Deep convolutional neural networks (DCNNs) are used in computer vision, for instance, for image classification. A typical image classification task is to determine what an image represents, e.g., if it predominantly shows a car or an airplane or a person or a cat, etc. My colleague and I already had experience with DCNNs for computer vision from our work about brand logo and object detection in social media images.

Deep learning models (such as deep convolutional neural networks) are known to be data and compute-hungry: they usually require big servers with highly performant GPUs (graphic card chips) and consume lots of memory. This is especially true when training them (they need to “learn” first), but it also applies when merely using them after training.

For our battery-powered smart glasses project, server-grade compute performance was out of the question. For privacy reasons, uploading images to a server in the cloud was a no-go. The idea was to recognize brand logos on the mobile device and only upload a log of brand logo touchpoints.

Pairing smart glasses with a smartphone was a viable option - and CNNdroid made it even more feasible.

Being an iPhone user at the time, I was jealous that CNNdroid only ran on Android. Coincidentally, at the end of October 2016, Google’s Pixel phone came out, and I was on vacation, with a bit of spare time at my disposal. So I decided to plunge in: I got myself a Pixel phone, downloaded the Android SDK, cloned CNNdroid from GitHub, and started to hack away. It didn’t take long, and I could classify images captured by my phone camera using a freely available image classification model. I was excited. Once classification (“is this an image of a cat?”) works, maybe there is a way to get object detection (“where in the picture is a cat?”) working, too. There were so many things I wanted to try, as there are numerous approaches to tackle object detection.

Incidentally, I have never looked back to the iPhone world. I was astonished by how developer-friendly Android was (and how much saner its notifications are on the lock screen). But I digress.

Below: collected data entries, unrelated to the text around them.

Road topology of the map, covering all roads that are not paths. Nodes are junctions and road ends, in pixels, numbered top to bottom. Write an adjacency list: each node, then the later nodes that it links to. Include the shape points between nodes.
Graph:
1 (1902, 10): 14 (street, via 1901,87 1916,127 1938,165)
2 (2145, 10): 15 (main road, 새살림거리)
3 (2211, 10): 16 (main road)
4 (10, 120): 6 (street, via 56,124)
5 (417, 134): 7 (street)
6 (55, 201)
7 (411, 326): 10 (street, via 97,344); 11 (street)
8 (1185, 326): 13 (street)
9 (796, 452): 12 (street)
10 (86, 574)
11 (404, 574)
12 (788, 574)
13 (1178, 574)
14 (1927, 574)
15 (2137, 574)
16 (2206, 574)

Eventually, I got a brand logo classification model, trained on one of the proprietary datasets we had used in previous projects to work with CNNdroid. But I was still using the phone’s camera. Now we needed something like Google Glasses.

The Sony Glasses

Unfortunately, at that time, Google had discontinued selling Google Glasses to ordinary people, so we had to look for alternatives. And we found: Sony Smart Glasses! Well, my colleague found them. She always finds the right stuff at the right time! We decided the Sony’s were the best in terms of features offered for an acceptable price.

I immediately ordered Sony Smart Glasses and got myself immersed in its API and Android programming in general. It’s Java all the way down, which took a bit of getting used to.

There was a lot to learn and a lot to do. Still, gradually, I got it all to work in a prototype: The Smart Glasses were controlled by the smartphone, which consecutively took pictures via the glasses’ camera, then wirelessly transferred them to the phone, converted them, and ran them through the image classifier. After that, it displayed the image and result on the phone. Just for giggles, I also implemented text-to-speech output and had the phone speak out whenever it “recognized” a brand logo.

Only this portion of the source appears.